▄▄▄ ▄• ▄▌.▄▄ · ▄ .▄▪ ▐ ▄ ▄▄ •
▀▄ █·█▪██▌▐█ ▀. ██▪▐███ •█▌▐█▐█ ▀ ▪
▐▀▀▄ █▌▐█▌▄▀▀▀█▄██▀▐█▐█·▐█▐▐▌▄█ ▀█▄
▐█•█▌▐█▄█▌▐█▄▪▐███▌▐▀▐█▌██▐█▌▐█▄▪▐█
.▀ ▀ ▀▀▀ ▀▀▀▀ ▀▀▀ ·▀▀▀▀▀ █▪·▀▀▀▀
Rush Ingest: Crawl, download, and parse news TV rush transcripts!
Broadcast and cable news networks often publish rush transcripts on their website. Rushing contains loosely-coupled utilities to allow users to parse rush transcripts. There are also light utilities to screen scrape and crawl transcript indeces.
It's left to the user to find news sources to crawl, build searchable databases, and analyze the transcripts.
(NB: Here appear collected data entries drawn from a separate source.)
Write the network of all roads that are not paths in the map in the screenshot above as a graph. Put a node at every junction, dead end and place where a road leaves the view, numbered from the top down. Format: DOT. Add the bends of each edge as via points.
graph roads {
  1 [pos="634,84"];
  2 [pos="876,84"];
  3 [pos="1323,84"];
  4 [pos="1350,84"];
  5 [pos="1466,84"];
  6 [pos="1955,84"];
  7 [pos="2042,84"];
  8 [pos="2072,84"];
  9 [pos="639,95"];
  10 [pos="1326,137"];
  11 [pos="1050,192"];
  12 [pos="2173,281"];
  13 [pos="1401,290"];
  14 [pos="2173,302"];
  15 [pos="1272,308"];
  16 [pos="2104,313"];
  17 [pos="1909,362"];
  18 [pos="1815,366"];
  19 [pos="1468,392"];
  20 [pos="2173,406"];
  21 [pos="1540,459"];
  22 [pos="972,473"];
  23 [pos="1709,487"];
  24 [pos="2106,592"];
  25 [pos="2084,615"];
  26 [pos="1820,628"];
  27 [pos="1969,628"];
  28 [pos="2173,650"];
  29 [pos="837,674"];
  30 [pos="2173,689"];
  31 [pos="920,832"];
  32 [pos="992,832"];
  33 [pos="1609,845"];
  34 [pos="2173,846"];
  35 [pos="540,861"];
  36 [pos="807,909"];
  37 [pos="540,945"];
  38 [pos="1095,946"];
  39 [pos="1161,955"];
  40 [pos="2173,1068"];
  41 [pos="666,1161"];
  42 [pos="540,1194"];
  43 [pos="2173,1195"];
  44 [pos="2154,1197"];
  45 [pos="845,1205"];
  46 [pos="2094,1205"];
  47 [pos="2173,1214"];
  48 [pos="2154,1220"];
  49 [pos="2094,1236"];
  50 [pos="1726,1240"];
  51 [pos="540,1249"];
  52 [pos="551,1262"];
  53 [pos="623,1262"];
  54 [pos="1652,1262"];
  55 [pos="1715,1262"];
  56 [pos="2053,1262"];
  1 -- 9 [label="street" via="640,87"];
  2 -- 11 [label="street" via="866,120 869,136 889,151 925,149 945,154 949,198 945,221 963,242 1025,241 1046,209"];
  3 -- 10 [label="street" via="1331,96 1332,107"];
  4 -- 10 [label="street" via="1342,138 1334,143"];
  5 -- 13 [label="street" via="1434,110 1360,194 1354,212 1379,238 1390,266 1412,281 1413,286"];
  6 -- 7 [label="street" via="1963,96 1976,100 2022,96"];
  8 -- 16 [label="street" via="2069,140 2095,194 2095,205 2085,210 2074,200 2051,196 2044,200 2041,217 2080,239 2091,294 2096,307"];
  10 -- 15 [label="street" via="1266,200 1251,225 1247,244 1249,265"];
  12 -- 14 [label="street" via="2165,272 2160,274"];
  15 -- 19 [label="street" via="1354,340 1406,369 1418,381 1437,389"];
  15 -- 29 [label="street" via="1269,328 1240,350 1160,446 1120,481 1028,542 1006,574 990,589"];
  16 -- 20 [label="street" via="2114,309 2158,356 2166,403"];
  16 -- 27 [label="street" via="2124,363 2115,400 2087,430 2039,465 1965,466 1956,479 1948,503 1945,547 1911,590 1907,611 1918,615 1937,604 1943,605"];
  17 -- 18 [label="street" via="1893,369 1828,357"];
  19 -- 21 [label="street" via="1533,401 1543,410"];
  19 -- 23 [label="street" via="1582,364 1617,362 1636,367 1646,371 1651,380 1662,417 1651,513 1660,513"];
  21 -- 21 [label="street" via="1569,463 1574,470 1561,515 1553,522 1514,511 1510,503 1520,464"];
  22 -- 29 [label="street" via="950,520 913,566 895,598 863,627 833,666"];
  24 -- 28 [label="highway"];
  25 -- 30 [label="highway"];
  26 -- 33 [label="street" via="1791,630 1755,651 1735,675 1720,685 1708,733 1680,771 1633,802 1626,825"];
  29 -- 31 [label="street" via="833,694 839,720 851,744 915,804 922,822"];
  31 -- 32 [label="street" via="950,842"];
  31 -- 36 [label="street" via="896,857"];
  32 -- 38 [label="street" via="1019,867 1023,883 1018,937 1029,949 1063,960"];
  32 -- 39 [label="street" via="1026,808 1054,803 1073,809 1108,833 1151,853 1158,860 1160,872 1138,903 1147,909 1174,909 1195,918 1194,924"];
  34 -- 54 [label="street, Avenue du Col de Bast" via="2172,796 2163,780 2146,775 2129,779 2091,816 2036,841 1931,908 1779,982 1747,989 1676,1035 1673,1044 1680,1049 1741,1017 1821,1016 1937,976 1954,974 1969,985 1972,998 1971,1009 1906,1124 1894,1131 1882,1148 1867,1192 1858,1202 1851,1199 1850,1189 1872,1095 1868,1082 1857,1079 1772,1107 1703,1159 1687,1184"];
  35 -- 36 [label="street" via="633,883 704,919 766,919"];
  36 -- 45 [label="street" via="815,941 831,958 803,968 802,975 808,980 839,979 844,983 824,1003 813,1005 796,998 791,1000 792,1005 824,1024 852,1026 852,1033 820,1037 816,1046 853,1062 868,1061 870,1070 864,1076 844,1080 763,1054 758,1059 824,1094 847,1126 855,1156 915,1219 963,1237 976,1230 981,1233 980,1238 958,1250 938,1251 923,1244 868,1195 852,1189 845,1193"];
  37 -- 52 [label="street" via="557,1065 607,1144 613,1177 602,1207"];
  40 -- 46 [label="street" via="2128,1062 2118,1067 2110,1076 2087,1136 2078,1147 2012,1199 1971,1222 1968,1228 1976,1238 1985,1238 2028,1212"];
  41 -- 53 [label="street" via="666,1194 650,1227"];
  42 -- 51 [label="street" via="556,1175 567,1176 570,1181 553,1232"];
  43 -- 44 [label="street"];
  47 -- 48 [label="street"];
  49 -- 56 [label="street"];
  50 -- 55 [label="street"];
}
Rushing just converts it to machine-useable text!
git clone https://github.com/pezon/rushing.git
python setup.py install
from rushing.parser import parse_transcript
from rushing.util.web import Webpage
url = http://transcripts.cnn.com/TRANSCRIPTS/1701/29/rs.01.html
body_xpath = '//table[@id=\'cnnArticleWireFrame\']'
with Webpage(url) as webpage:
webpage_text = webpage.text(select=body_xpath)
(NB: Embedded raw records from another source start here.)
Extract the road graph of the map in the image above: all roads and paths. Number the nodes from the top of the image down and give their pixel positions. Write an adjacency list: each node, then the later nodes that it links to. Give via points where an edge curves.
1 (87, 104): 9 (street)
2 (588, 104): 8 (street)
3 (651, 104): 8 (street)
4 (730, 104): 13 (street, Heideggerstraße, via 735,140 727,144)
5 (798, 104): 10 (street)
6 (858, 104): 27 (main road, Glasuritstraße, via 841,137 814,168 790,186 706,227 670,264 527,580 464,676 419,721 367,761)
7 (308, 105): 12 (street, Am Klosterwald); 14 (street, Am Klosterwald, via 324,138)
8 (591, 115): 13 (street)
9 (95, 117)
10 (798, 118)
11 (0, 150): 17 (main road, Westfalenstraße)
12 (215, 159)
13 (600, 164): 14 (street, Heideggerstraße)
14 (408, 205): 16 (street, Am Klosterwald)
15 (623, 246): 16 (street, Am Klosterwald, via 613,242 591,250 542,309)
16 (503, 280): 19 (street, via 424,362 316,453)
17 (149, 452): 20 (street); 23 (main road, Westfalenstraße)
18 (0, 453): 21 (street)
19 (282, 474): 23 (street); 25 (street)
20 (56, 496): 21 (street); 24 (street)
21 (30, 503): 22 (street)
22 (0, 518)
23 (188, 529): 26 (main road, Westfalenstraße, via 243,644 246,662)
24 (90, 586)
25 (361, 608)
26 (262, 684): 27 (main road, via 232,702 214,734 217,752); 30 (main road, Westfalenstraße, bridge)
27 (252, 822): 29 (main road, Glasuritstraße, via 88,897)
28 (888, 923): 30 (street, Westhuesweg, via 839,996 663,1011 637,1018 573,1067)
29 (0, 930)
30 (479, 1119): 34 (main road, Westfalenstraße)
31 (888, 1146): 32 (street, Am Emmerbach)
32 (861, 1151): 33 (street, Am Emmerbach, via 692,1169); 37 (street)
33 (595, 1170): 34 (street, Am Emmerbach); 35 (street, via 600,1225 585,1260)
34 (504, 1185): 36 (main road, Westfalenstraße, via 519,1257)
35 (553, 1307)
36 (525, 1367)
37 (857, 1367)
transcript = parse_transcript(webpage_text)
Currently this project is a development stub pulled out from a different project. This library is not documented and untested. There are no tests, and there are still known edge cases. It may not even install properly.